Stored items:
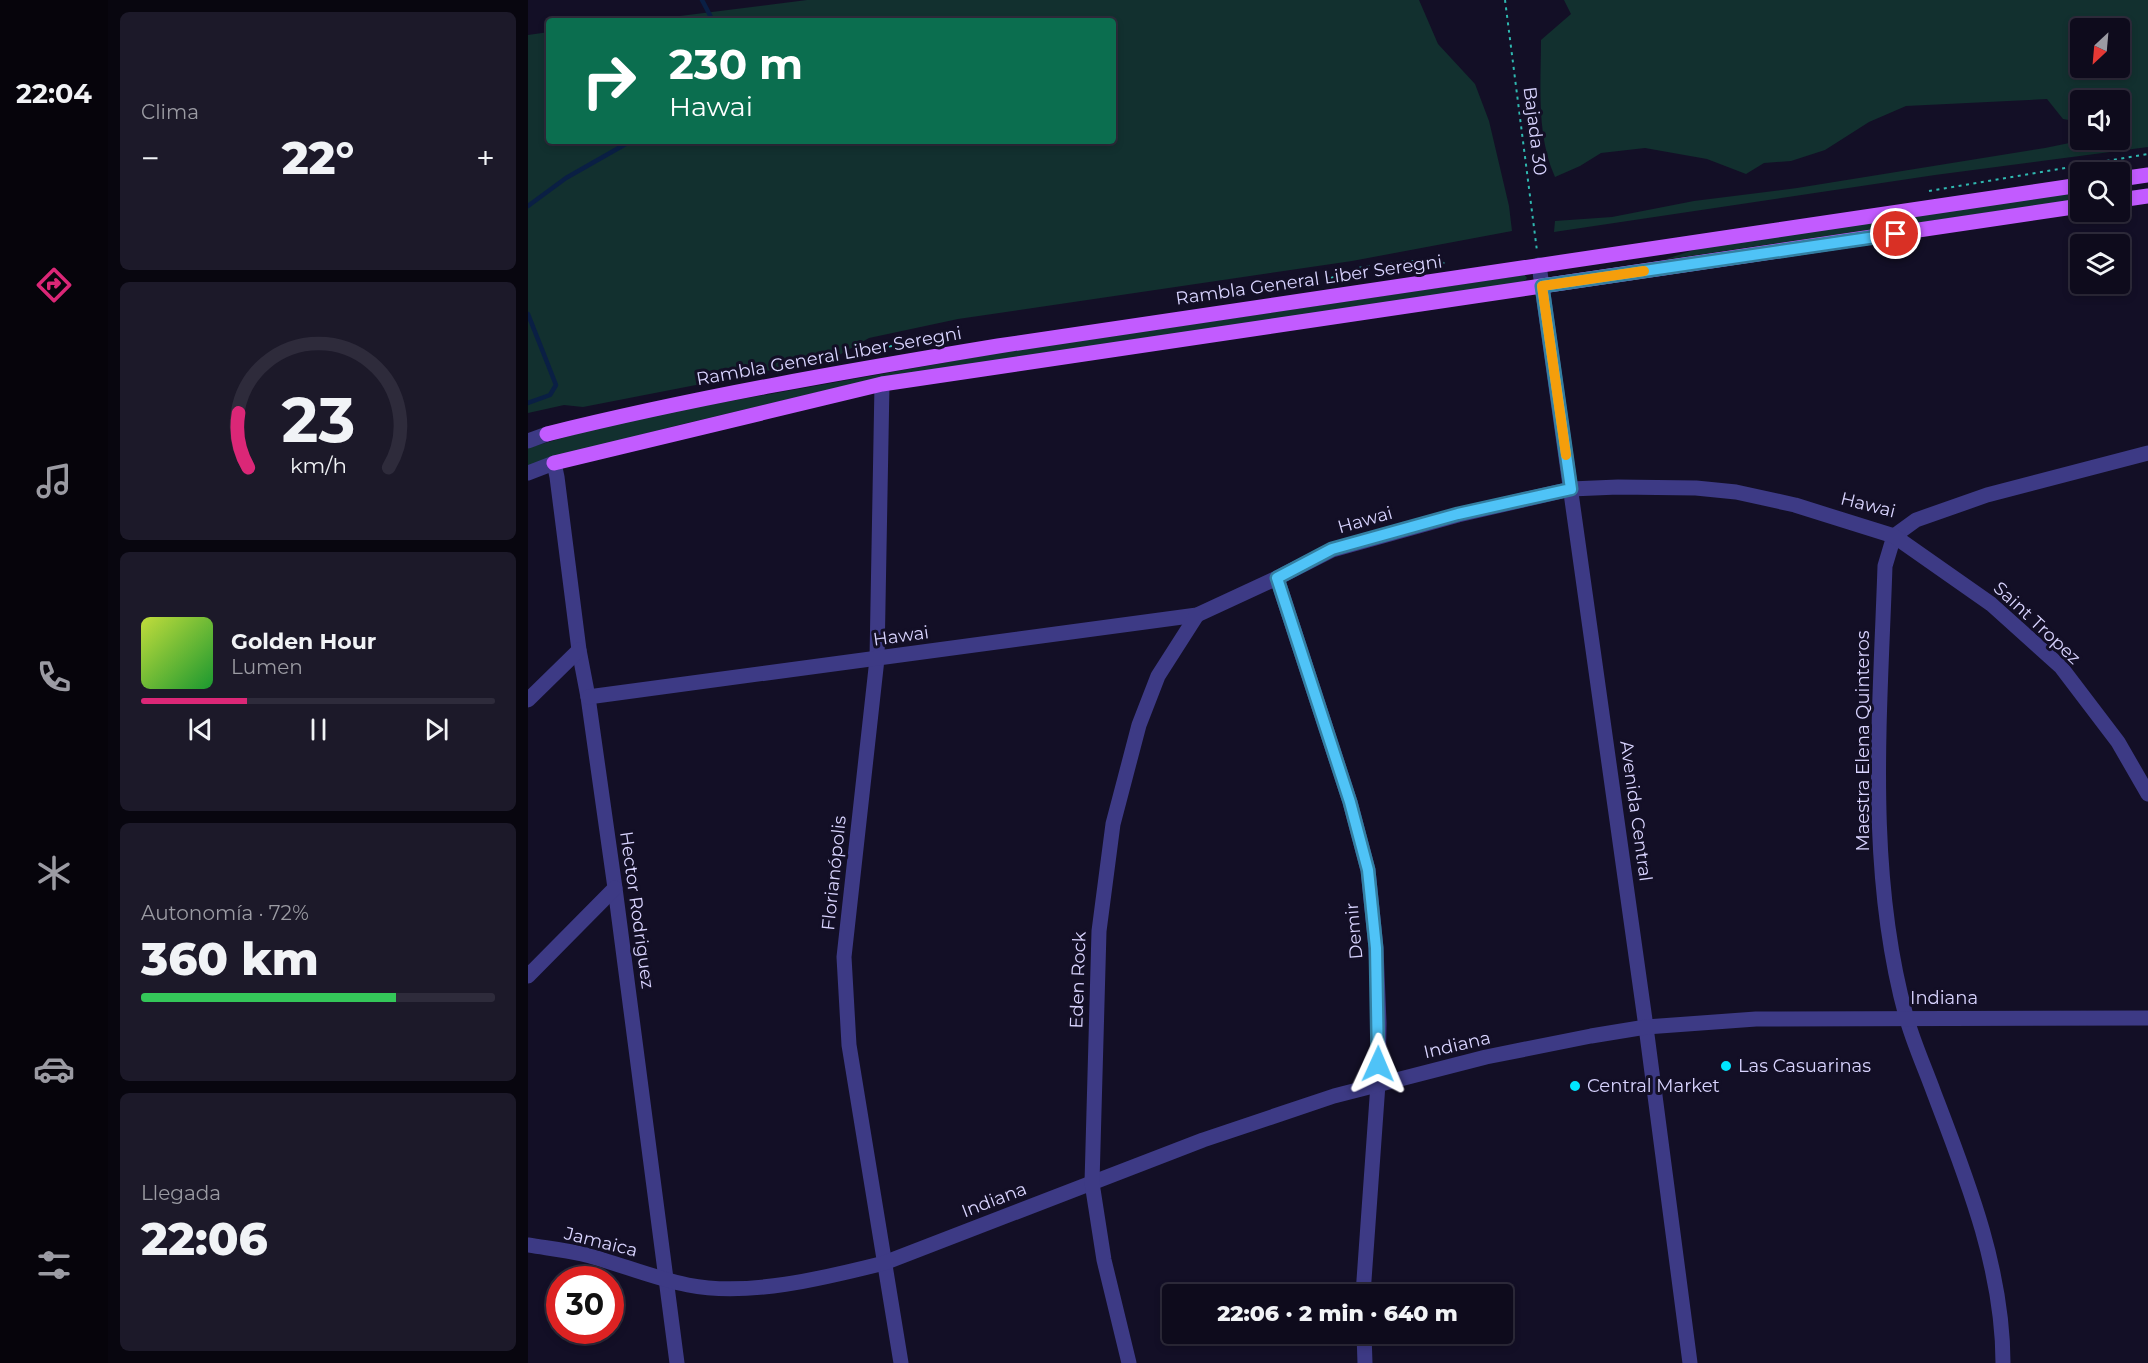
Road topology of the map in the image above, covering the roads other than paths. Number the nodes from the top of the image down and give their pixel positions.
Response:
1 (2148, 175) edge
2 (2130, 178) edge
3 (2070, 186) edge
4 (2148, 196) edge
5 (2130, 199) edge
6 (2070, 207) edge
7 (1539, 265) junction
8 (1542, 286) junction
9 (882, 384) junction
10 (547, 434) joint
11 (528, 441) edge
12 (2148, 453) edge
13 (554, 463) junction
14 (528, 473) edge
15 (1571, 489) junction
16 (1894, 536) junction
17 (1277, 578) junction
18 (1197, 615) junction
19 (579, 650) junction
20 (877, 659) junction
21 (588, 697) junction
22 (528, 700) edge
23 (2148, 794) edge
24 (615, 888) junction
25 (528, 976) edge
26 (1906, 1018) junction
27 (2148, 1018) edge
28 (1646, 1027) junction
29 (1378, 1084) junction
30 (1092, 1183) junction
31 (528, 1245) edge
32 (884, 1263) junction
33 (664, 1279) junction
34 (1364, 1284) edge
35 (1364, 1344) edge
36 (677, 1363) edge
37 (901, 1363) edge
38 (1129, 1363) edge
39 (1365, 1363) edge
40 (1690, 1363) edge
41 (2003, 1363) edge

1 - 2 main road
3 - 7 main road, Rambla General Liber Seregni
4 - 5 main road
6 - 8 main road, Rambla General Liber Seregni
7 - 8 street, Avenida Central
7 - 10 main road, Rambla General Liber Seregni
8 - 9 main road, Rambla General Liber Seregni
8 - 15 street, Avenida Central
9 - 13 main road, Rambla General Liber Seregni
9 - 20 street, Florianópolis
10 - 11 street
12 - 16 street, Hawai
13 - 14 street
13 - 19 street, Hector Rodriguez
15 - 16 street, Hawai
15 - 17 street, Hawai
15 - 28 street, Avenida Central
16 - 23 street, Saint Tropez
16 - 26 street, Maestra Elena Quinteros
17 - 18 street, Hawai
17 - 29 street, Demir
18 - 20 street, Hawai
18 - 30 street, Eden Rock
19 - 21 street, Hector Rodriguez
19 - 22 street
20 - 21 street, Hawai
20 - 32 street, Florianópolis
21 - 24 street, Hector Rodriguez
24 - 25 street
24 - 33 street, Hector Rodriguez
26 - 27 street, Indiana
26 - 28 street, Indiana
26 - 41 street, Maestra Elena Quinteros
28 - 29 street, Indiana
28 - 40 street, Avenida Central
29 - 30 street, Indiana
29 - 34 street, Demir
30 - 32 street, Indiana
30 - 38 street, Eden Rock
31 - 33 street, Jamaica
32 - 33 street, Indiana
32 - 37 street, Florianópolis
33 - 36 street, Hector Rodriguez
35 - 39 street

---

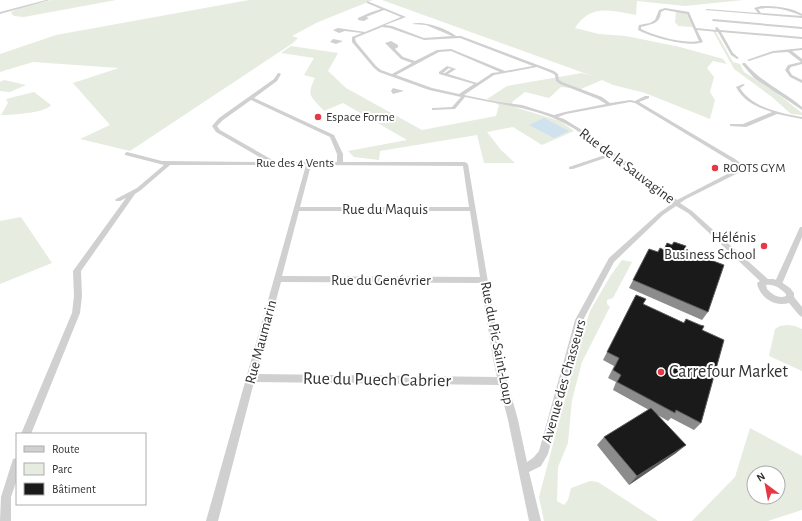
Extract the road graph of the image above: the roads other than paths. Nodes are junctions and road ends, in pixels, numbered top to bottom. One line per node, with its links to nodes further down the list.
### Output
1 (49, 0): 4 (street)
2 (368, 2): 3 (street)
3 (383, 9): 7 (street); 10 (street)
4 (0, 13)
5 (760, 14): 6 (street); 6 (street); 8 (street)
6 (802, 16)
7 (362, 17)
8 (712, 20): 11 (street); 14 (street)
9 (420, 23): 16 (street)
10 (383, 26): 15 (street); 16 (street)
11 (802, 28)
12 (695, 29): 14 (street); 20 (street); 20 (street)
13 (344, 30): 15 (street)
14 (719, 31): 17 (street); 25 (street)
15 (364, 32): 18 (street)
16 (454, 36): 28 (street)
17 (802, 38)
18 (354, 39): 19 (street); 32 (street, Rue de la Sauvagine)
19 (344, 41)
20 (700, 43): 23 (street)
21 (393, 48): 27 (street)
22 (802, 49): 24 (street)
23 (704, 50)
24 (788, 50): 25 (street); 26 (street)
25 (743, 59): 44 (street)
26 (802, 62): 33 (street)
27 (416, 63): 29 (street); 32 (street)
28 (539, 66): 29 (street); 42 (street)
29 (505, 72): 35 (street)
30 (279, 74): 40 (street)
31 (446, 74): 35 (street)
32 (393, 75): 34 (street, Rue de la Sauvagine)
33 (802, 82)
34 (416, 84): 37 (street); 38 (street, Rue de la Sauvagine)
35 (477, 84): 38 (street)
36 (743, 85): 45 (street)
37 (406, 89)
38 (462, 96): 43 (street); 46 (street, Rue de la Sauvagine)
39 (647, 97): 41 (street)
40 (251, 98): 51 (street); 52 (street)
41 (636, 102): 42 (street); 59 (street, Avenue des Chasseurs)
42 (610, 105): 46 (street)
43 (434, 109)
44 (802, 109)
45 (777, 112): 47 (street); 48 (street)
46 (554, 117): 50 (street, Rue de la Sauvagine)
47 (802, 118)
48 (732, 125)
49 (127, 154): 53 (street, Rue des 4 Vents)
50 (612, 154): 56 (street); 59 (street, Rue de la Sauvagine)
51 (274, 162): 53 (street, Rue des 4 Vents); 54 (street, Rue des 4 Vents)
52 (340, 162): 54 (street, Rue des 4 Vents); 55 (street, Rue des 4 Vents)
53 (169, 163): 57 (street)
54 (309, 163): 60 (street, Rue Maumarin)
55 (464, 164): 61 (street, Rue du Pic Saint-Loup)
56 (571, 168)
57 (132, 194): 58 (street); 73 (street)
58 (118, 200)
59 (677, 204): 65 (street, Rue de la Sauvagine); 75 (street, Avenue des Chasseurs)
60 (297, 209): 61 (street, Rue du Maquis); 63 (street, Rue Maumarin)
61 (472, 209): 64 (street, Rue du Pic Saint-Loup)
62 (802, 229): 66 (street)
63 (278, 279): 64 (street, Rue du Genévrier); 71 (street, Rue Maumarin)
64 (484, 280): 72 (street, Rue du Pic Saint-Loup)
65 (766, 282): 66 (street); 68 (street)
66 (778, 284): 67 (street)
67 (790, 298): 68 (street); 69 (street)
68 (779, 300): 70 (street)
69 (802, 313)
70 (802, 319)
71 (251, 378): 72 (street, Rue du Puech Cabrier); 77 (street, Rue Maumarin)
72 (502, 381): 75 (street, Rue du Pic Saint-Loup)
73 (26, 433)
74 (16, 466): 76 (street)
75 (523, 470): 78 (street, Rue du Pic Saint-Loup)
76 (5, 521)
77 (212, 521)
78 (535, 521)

**Exercise:** Filter the preceding entries down to the lines with "Loup".

**Response to the task:**
55 (464, 164): 61 (street, Rue du Pic Saint-Loup)
61 (472, 209): 64 (street, Rue du Pic Saint-Loup)
64 (484, 280): 72 (street, Rue du Pic Saint-Loup)
72 (502, 381): 75 (street, Rue du Pic Saint-Loup)
75 (523, 470): 78 (street, Rue du Pic Saint-Loup)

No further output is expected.